Vlakbij het Koningsbos ligt het Fort Sint-Pol dat tijdens de 17de eeuw, gedurende de Tachtigjarige Oorlog (1568-1648), deel uitmaakte van de Cantelmolinie. Landschappelijk lopen de weilandpercelen rond het Koningsbos over in die van de Oude Hazegraspolder die eveneens kleinschalig zijn en vrij veel perceelsrandbegroeiing hebben. De beide Hazegraspolders vormden op het einde van de middeleeuwen een schorregebied bij de Zwinmonding dat begrensd werd door de middeleeuwse Kalveketedijk (zuidelijke grens van het gebied). De Graaf Jansdijk beschermde het binnenland tegen de zee. Naarmate de Zwingeul verzandde en naarmate uit westelijke richting enkele duincomplexen oprukten, geraakten deze schorren beter beschermd tegen de zee. De duinen van het Koningsbos zijn nog een restant van dit duinencomplex. Pas in de 17de eeuw bouwt men de Sint-Paulusdijk of Schapersdijk en spreekt men van de Hazegraspolder (1627). Deze polder is geologisch opgebouwd uit onderaan geulafzettingen, dan schorre-afzettingen en tenslotte zandige duinafzettingen door overstuiving. Hydrologisch is het gebied uniek wegens de korte afstand tot de zee en de aanwezigheid van estuariene afzettingen die een hoog zoutgehalte bevatten. De huidige percelering stemt zeer goed overeen met die op de kabinetskaart van de Ferraris (1770-1778) en getuigt van de snelle ontginning van dit gebied. Ook de bebouwing, landgebruik en het wegenpatroon zijn vergelijkbaar met die op de kabinetskaart.
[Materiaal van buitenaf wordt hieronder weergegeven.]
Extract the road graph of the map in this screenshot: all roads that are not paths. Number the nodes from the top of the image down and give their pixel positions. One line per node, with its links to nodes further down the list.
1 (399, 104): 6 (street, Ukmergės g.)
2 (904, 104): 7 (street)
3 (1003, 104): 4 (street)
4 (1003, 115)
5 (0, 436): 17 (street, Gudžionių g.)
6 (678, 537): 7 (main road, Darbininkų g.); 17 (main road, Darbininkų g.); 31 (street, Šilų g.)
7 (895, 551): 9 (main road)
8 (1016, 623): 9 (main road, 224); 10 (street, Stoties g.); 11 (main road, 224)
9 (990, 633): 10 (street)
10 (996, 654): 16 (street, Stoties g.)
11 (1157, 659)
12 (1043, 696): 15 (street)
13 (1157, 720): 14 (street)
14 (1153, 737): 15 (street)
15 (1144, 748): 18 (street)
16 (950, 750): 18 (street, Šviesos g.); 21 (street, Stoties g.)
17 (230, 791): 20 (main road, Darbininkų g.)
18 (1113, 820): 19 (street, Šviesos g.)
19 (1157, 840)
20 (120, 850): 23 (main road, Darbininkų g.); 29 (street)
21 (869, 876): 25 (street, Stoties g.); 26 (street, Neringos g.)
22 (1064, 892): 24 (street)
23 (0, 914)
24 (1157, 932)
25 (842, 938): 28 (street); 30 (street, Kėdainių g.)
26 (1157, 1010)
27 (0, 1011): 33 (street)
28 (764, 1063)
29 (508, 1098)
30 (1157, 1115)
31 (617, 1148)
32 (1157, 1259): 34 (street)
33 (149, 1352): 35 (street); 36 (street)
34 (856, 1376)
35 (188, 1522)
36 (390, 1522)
In vergelijking met de Nieuwe Hazegraspolder zijn de percelen van de Oude Hazegraspolder kleiner en staat er (meer) perceelsrandbegroeiing rond. Dit staat dus in contrast tot de grootschalige open polderlandschappen van de recentere aangrenzende polders (onder meer de Nieuwe Hazegraspolder en Willem-Leopoldpolder). In beide Hazegraspolders komen voornamelijk langs de dijken waardevolle hoeves voor met zeer gave schuren. Zij herinneren ook aan de inpolderingsgeschiedenis van dit gebied. De recente uitbreidingen van landbouwbedrijven doen afbreuk aan hun esthetisch en historisch karakter. Langsheen de dijk van de Nieuwe Hazegraspolder bevinden zich nog talrijke bunkers van de Hollandstellung, door de Duitsers opgetrokken tijdens de Eerste Wereldoorlog.
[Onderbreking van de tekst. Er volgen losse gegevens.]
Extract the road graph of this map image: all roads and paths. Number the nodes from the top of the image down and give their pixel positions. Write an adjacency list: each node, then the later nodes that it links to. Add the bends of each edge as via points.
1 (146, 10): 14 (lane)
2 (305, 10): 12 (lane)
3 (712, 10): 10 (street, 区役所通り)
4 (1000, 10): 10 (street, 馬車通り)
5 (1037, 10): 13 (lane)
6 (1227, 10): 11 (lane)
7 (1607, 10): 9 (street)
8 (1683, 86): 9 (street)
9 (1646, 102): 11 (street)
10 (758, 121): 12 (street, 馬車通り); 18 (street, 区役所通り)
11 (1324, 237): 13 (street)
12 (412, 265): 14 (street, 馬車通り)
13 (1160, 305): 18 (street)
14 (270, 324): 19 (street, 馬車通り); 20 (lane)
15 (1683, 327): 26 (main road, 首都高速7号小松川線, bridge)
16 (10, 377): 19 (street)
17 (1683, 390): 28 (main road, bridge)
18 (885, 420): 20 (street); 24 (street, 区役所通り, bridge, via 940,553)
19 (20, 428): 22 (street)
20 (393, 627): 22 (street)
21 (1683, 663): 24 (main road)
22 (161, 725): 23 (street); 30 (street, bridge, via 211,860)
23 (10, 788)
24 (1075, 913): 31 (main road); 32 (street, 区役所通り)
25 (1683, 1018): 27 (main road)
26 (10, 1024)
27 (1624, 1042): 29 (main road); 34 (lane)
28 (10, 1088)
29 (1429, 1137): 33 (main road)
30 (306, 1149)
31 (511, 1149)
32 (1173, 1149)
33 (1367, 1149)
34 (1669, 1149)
De zuidelijke uitloper van dit gebied bevat de Cantelmolinie en de Reigaertsvliet. De Cantelmolinie dateert uit de Tachtigjarige Oorlog tussen Spanje en de Noord-Nederlandse Provinciën. Hij werd gebouwd ter verdediging van de westelijke oever van de Zwingeul en bestond uit een aantal forten (onder meer het Fort Isabella) en een vaart met zeven bastionpunten. Halfweg de 17de eeuw werd deze vaart verbreed en uitgediept op initiatief van de graaf de Cantelmo vanwaar de linie zijn naam kreeg. Momenteel resten nog de vaart met bastionpunten en de site van het fort. Vlakbij het Fort Isabella, langs de Nieuwe Watergang liggen nog enkele bunkers uit de Tweede Wereldoorlog. De geul van de Reigaertsvliet vormt de westelijke grens in het zuiden van dit gebied. Deze loopt over in de Nieuwe Watergang die uiteindelijk aansluit op de huidige Zwinmonding.
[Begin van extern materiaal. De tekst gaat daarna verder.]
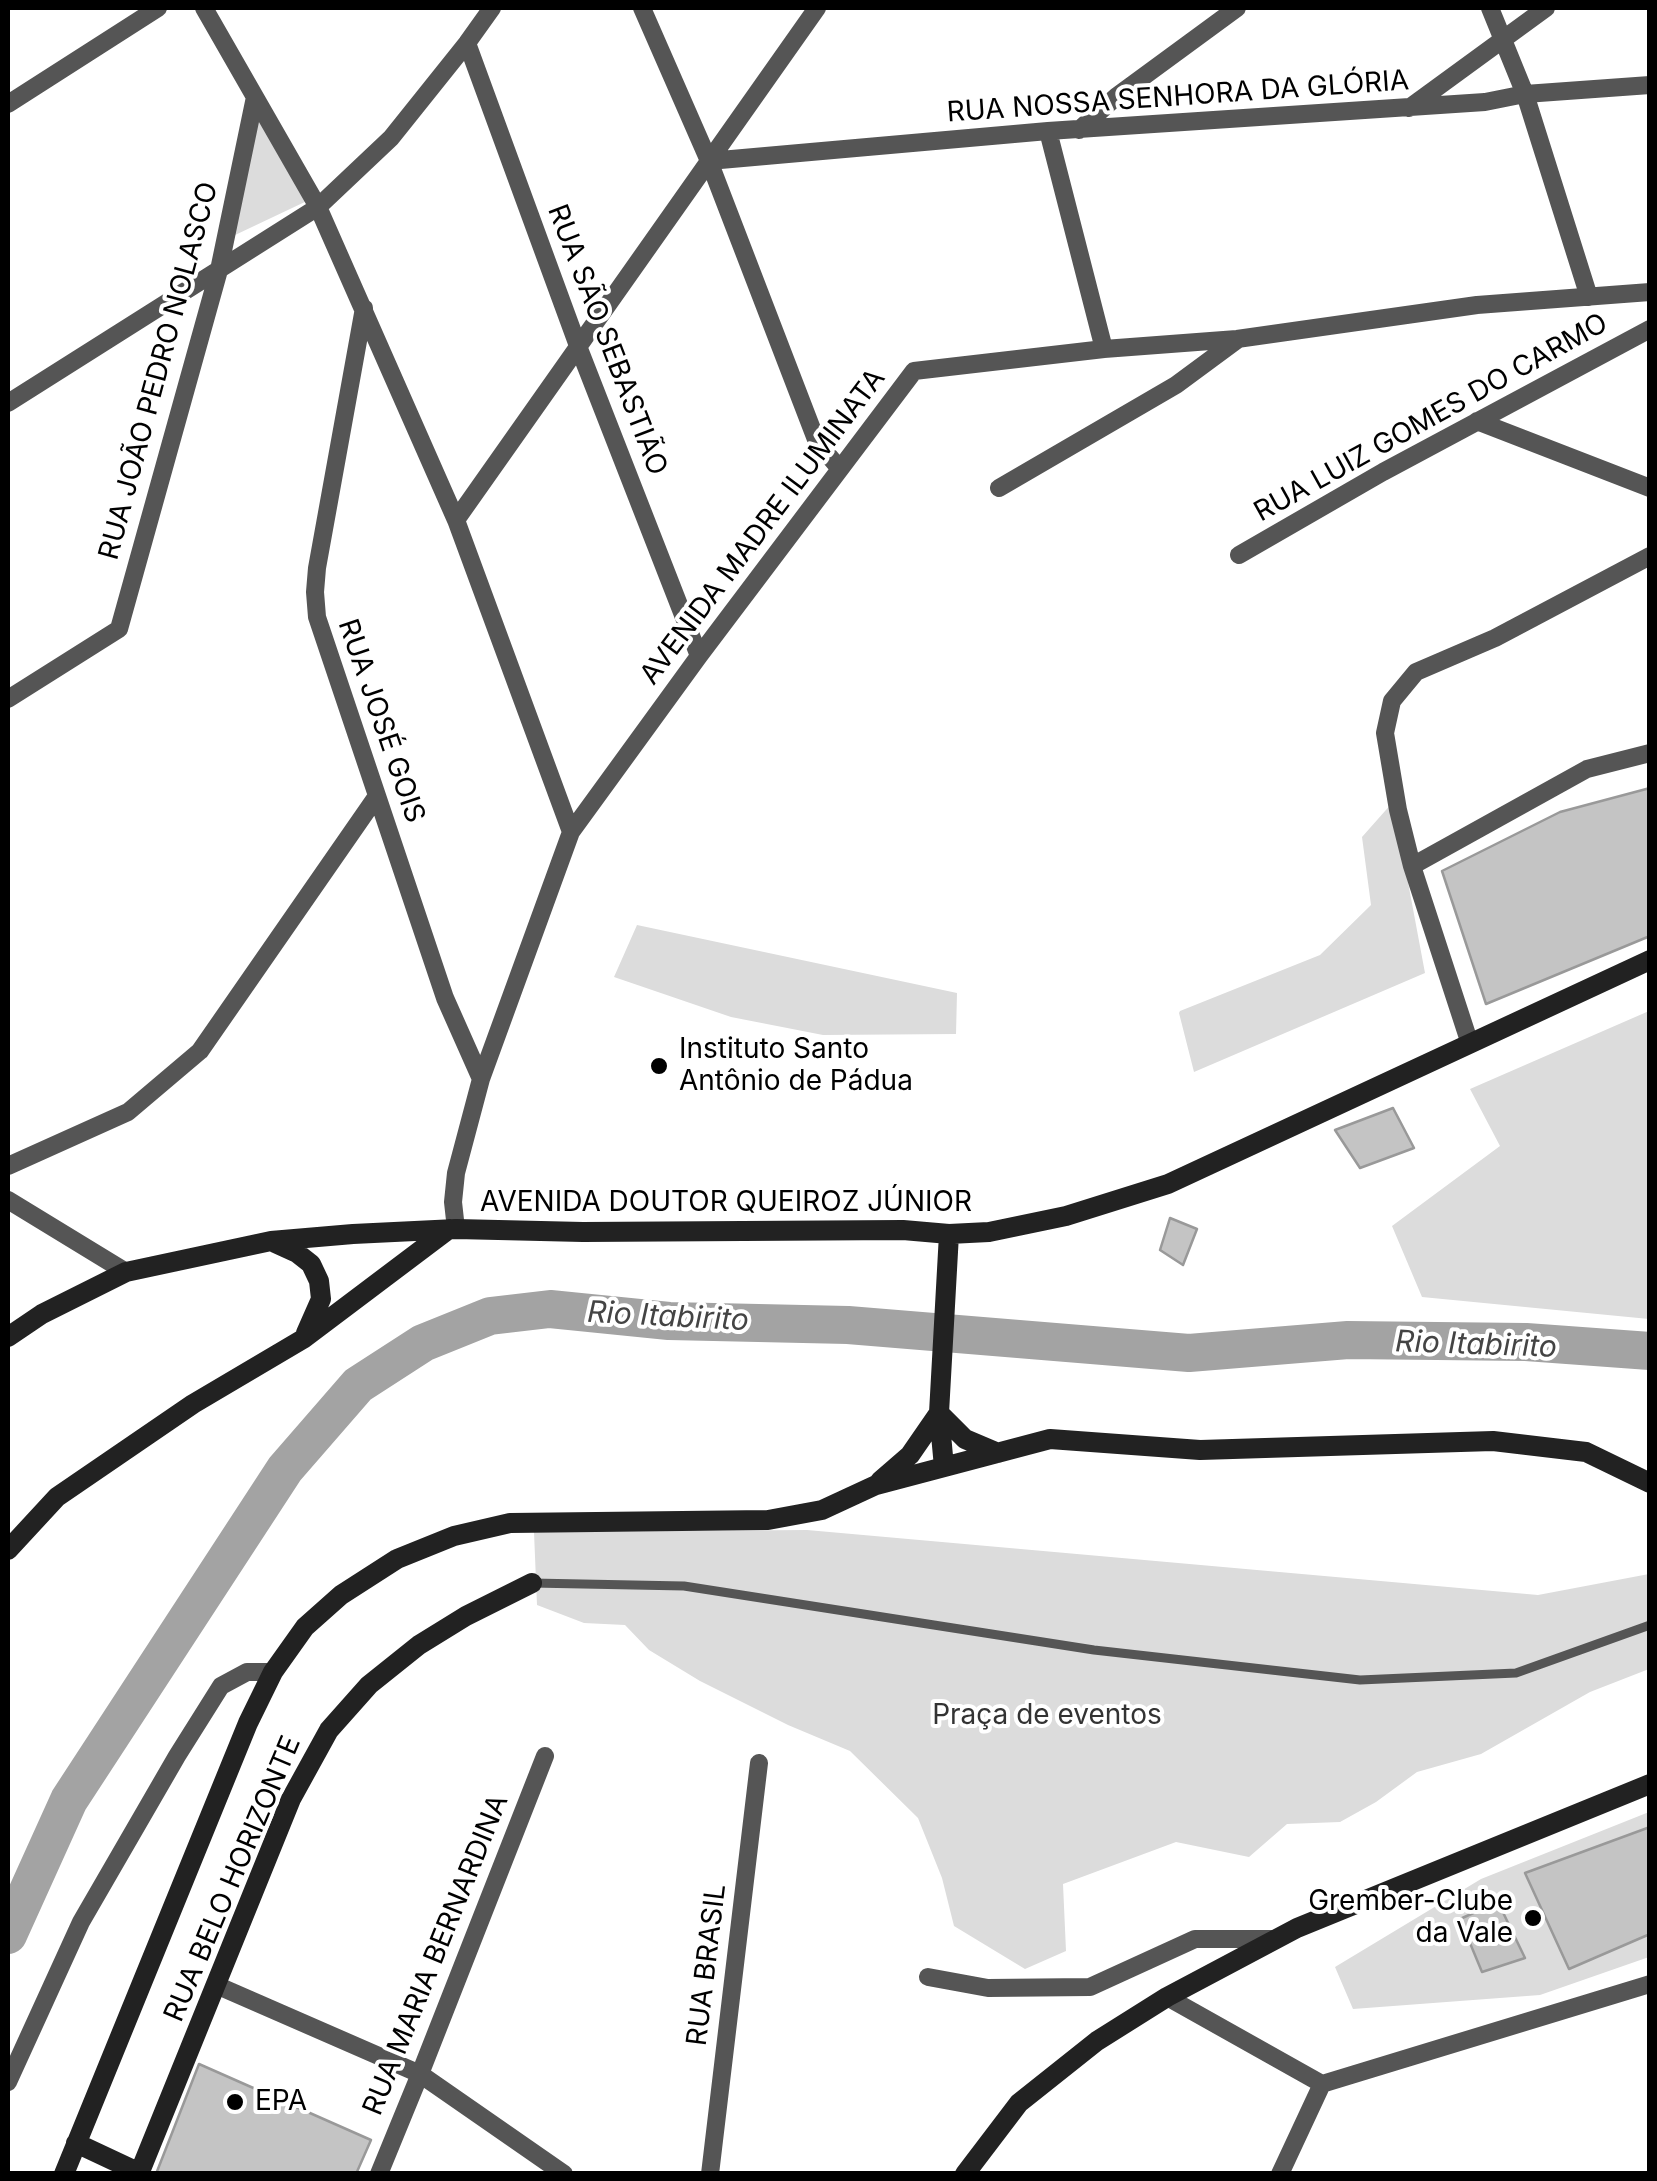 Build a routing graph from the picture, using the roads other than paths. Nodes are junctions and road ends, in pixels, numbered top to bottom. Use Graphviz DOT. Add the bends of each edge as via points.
graph roads {
  1 [pos="158,8"];
  2 [pos="204,8"];
  3 [pos="492,8"];
  4 [pos="642,8"];
  5 [pos="817,8"];
  6 [pos="1237,8"];
  7 [pos="1490,8"];
  8 [pos="1546,8"];
  9 [pos="1502,39"];
  10 [pos="467,43"];
  11 [pos="1650,85"];
  12 [pos="1526,94"];
  13 [pos="255,97"];
  14 [pos="8,104"];
  15 [pos="1408,108"];
  16 [pos="1079,130"];
  17 [pos="1048,131"];
  18 [pos="709,161"];
  19 [pos="318,207"];
  20 [pos="219,270"];
  21 [pos="1650,292"];
  22 [pos="1589,297"];
  23 [pos="364,308"];
  24 [pos="1650,329"];
  25 [pos="1238,340"];
  26 [pos="578,346"];
  27 [pos="1104,348"];
  28 [pos="8,403"];
  29 [pos="1477,421"];
  30 [pos="840,469"];
  31 [pos="999,488"];
  32 [pos="1650,488"];
  33 [pos="456,520"];
  34 [pos="1239,554"];
  35 [pos="1650,556"];
  36 [pos="699,656"];
  37 [pos="8,699"];
  38 [pos="1650,753"];
  39 [pos="377,796"];
  40 [pos="571,832"];
  41 [pos="1412,866"];
  42 [pos="1650,960"];
  43 [pos="1470,1044"];
  44 [pos="481,1080"];
  45 [pos="8,1166"];
  46 [pos="8,1200"];
  47 [pos="453,1229"];
  48 [pos="949,1234"];
  49 [pos="270,1241"];
  50 [pos="126,1272"];
  51 [pos="8,1337"];
  52 [pos="303,1339"];
  53 [pos="940,1405"];
  54 [pos="998,1453"];
  55 [pos="944,1467"];
  56 [pos="1650,1482"];
  57 [pos="876,1485"];
  58 [pos="8,1550"];
  59 [pos="532,1583"];
  60 [pos="1650,1625"];
  61 [pos="273,1672"];
  62 [pos="544,1756"];
  63 [pos="758,1762"];
  64 [pos="1650,1784"];
  65 [pos="1275,1939"];
  66 [pos="928,1977"];
  67 [pos="1650,1984"];
  68 [pos="216,1985"];
  69 [pos="1167,1998"];
  70 [pos="420,2074"];
  71 [pos="8,2082"];
  72 [pos="1322,2084"];
  73 [pos="76,2143"];
  74 [pos="139,2173"];
  75 [pos="64,2174"];
  76 [pos="378,2174"];
  77 [pos="564,2174"];
  78 [pos="710,2174"];
  79 [pos="965,2174"];
  80 [pos="1280,2174"];
  1 -- 14 [label="street"];
  2 -- 13 [label="street"];
  3 -- 10 [label="street"];
  4 -- 18 [label="street"];
  5 -- 18 [label="street"];
  6 -- 16 [label="street"];
  7 -- 9 [label="street"];
  8 -- 9 [label="street"];
  9 -- 12 [label="street"];
  9 -- 15 [label="street"];
  10 -- 19 [label="street" via="391,138"];
  10 -- 26 [label="street, RUA SÃO SEBASTIÃO"];
  11 -- 12 [label="street, RUA NOSSA SENHORA DA GLÓRIA"];
  12 -- 15 [label="street, RUA NOSSA SENHORA DA GLÓRIA"];
  12 -- 22 [label="street"];
  13 -- 19 [label="street"];
  13 -- 20 [label="street, RUA JOÃO PEDRO NOLASCO"];
  15 -- 16 [label="street, RUA NOSSA SENHORA DA GLÓRIA"];
  16 -- 17 [label="street, RUA NOSSA SENHORA DA GLÓRIA"];
  17 -- 18 [label="street, RUA NOSSA SENHORA DA GLÓRIA"];
  17 -- 27 [label="street"];
  18 -- 26 [label="street"];
  18 -- 30 [label="street" via="818,442"];
  19 -- 20 [label="street"];
  19 -- 23 [label="street"];
  20 -- 28 [label="street"];
  20 -- 37 [label="street, RUA JOÃO PEDRO NOLASCO" via="119,629"];
  21 -- 22 [label="street, AVENIDA MADRE ILUMINATA"];
  22 -- 25 [label="street, AVENIDA MADRE ILUMINATA" via="1477,305"];
  23 -- 33 [label="street"];
  23 -- 39 [label="street, RUA JOSÉ GOIS" via="314,592"];
  24 -- 29 [label="street, RUA LUIZ GOMES DO CARMO"];
  25 -- 27 [label="street, AVENIDA MADRE ILUMINATA"];
  25 -- 31 [label="street" via="1176,385"];
  26 -- 33 [label="street"];
  26 -- 36 [label="street, RUA SÃO SEBASTIÃO"];
  27 -- 30 [label="street, AVENIDA MADRE ILUMINATA" via="914,371"];
  29 -- 32 [label="street"];
  29 -- 34 [label="street, RUA LUIZ GOMES DO CARMO"];
  30 -- 36 [label="street, AVENIDA MADRE ILUMINATA"];
  33 -- 40 [label="street"];
  35 -- 41 [label="street" via="1416,672 1392,701 1386,733"];
  36 -- 40 [label="street, AVENIDA MADRE ILUMINATA"];
  38 -- 41 [label="street" via="1587,769"];
  39 -- 44 [label="street, RUA JOSÉ GOIS"];
  39 -- 45 [label="street" via="200,1051 128,1112"];
  40 -- 44 [label="street, AVENIDA MADRE ILUMINATA"];
  41 -- 43 [label="street"];
  42 -- 43 [label="main road, AVENIDA DOUTOR QUEIROZ JÚNIOR"];
  43 -- 48 [label="main road, AVENIDA DOUTOR QUEIROZ JÚNIOR" via="1168,1184 1066,1216"];
  44 -- 47 [label="street, AVENIDA MADRE ILUMINATA" via="456,1173"];
  46 -- 50 [label="street"];
  47 -- 48 [label="main road, AVENIDA DOUTOR QUEIROZ JÚNIOR"];
  47 -- 49 [label="main road, AVENIDA DOUTOR QUEIROZ JÚNIOR"];
  47 -- 52 [label="main road"];
  48 -- 53 [label="main road"];
  49 -- 50 [label="main road, AVENIDA DOUTOR QUEIROZ JÚNIOR"];
  49 -- 52 [label="main road" via="297,1252 320,1281 321,1299"];
  50 -- 51 [label="main road, AVENIDA DOUTOR QUEIROZ JÚNIOR"];
  52 -- 58 [label="main road" via="57,1497"];
  53 -- 54 [label="main road" via="965,1439"];
  53 -- 55 [label="main road"];
  53 -- 57 [label="main road" via="910,1455"];
  54 -- 55 [label="main road"];
  54 -- 56 [label="main road" via="1050,1439 1200,1450 1493,1441 1586,1452"];
  55 -- 57 [label="main road"];
  57 -- 61 [label="main road" via="822,1510 768,1520 510,1523 454,1536 398,1559 341,1595 305,1627"];
  59 -- 60 [label="lane" via="684,1586 1094,1650 1360,1680 1516,1673"];
  59 -- 68 [label="main road, RUA BELO HORIZONTE" via="403,1656 329,1730 291,1799"];
  61 -- 71 [label="street" via="246,1672 222,1686 81,1922"];
  61 -- 73 [label="main road"];
  62 -- 70 [label="street, RUA MARIA BERNARDINA"];
  63 -- 78 [label="street, RUA BRASIL"];
  64 -- 65 [label="main road"];
  65 -- 66 [label="street" via="1195,1939 1090,1987 988,1988"];
  65 -- 69 [label="main road"];
  67 -- 72 [label="street"];
  68 -- 70 [label="street"];
  68 -- 74 [label="main road, RUA BELO HORIZONTE"];
  69 -- 72 [label="street"];
  69 -- 79 [label="main road" via="1097,2041 1019,2103"];
  70 -- 76 [label="street, RUA MARIA BERNARDINA"];
  70 -- 77 [label="street"];
  72 -- 80 [label="street"];
  73 -- 74 [label="main road"];
  73 -- 75 [label="main road"];
}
Geheel het gebied wordt gedomineerd en gestructureerd door de waterlopen (kreken, vlieten, zwinnen,...) en de zeewerings- en inpolderingsdijken. De dijken vormen de bescherming van het land tegen de zee en de meest landinwaartse dijken getuigen van de vroegste en oudste inpolderingen en landschappen. De meest recente dijken en polders herbergen de jongste landschappen. Verder begrenzen deze dijken de ruimtes door hun aanzienlijke hoogte.
- Kabinetskaart van de Oostenrijkse Nederlanden voor Zijn Koninklijke Hoogheid de Hertog Karel Alexander van Lotharingen, Jozef Jean François de Ferraris, Koninklijke Bibliotheek van België, uitgegeven in 1770-1778, schaal 1:11.520 herleid naar 1:25.000.